In a word: inertia. That which is in motion, tends to stay in motion. Gravity acts to pull you towards then center of the earth, but has no effect on your lateral movement. Try this: stand on your tippy-toes just as the train is starting from a stop? Why do you fall? Again, inertia - there has to be a force acting upon you to change your velocity. Once your moving at 90 mph, you will stay moving at 90 mph until some force acts upon you to slow you down. Jumping up in the air doesn’t change the fact that you were moving laterally at 90mph before, during, and after your jump. A “normal” force pushes up from the ground to keep you from falling down, and when the train stops, you will again feel that force.

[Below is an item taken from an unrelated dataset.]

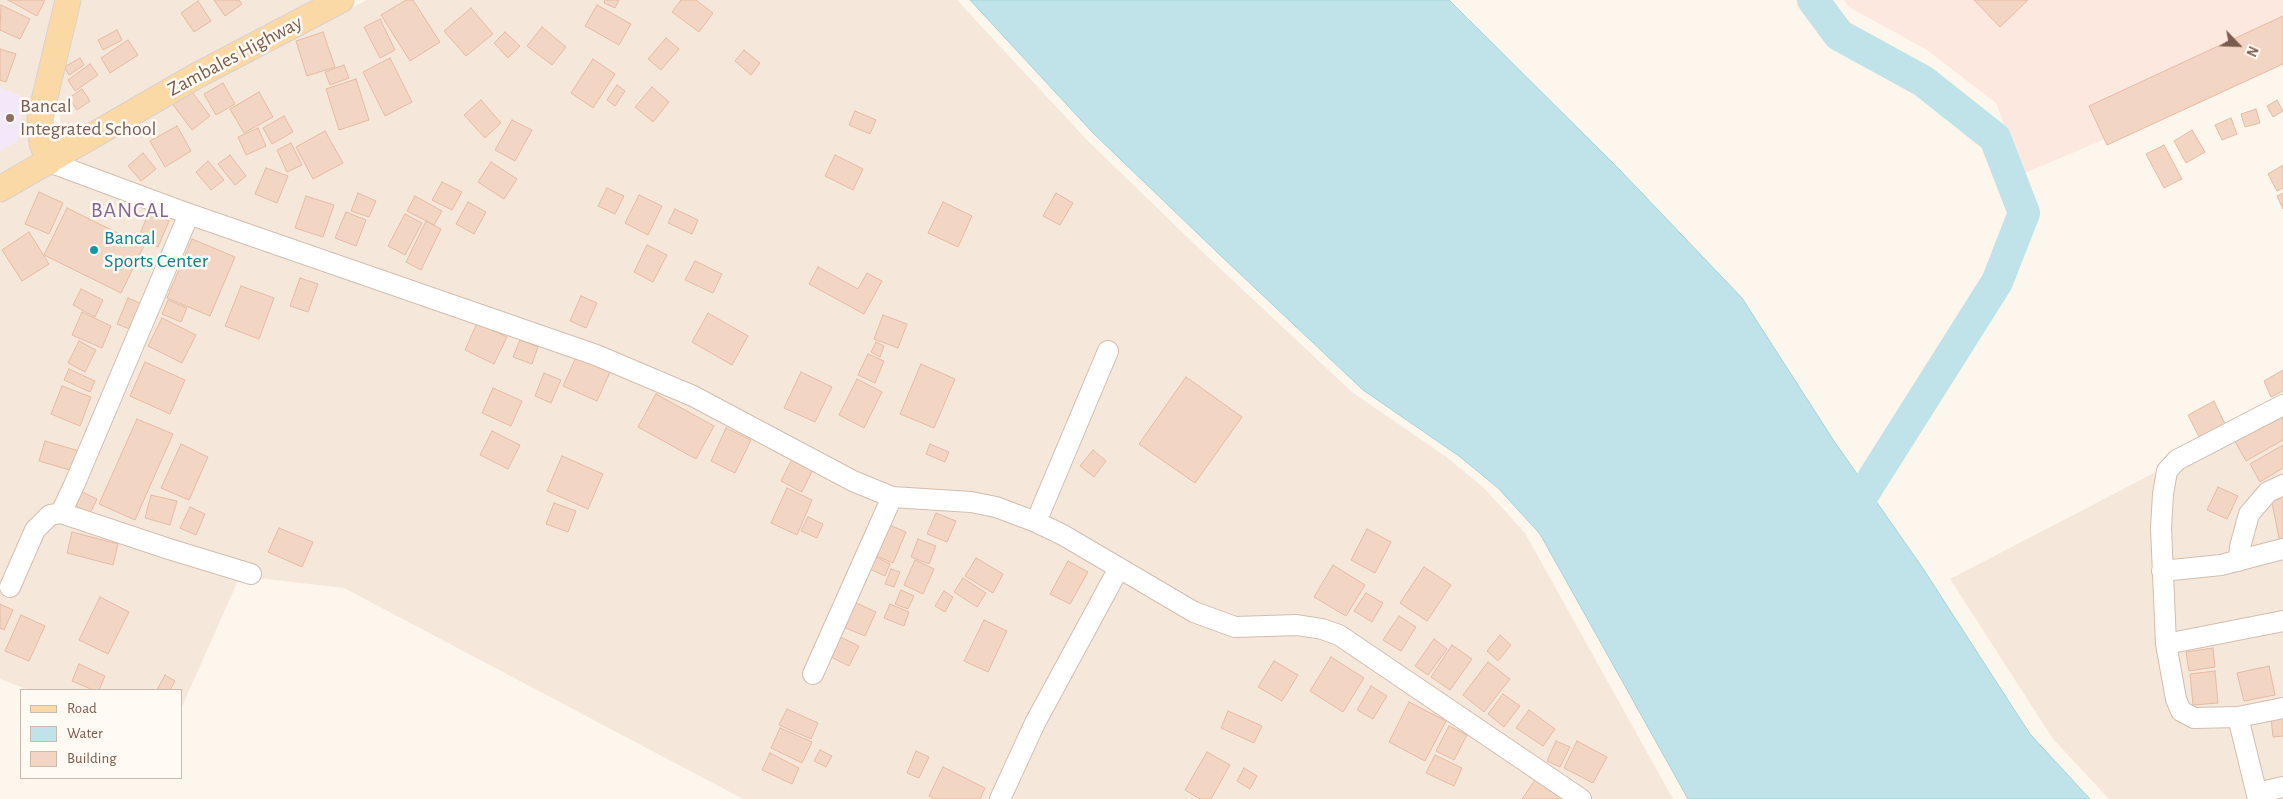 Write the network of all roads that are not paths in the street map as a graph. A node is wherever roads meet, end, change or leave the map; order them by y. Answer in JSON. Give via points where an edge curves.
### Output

When you stand perfectly still on flat ground, how fast are you moving? “You’re not moving.” you say? The diameter of the earth is roughly 7925 mi. The circumference of the earth is then pi times that, or about 24,897 mi. A point on the equator covers this distance in 24 hours, so:

(pi * 7925) / 24.0 = 1037.3800741541297

But you don’t live on the equator, so how fast does the average person in Scotland move when they are standing perfectly still?

But the earth doesn’t just hang there in space. It’s moving around the sun. You’re moving a lot faster at night relative to the sun than you are during the day, and at the same speed as the earth at dawn or dusk. But what are those numbers.

On response to a different post, you are cute. Don’t try to cure that. Cute beats out hot hands down. “Cute” has to do with a package deal and compliments the whole package, not just how you look. Plenty of people are “hot”, yet ugly.

Hope you’ll see this new reply to your old post and think a bit.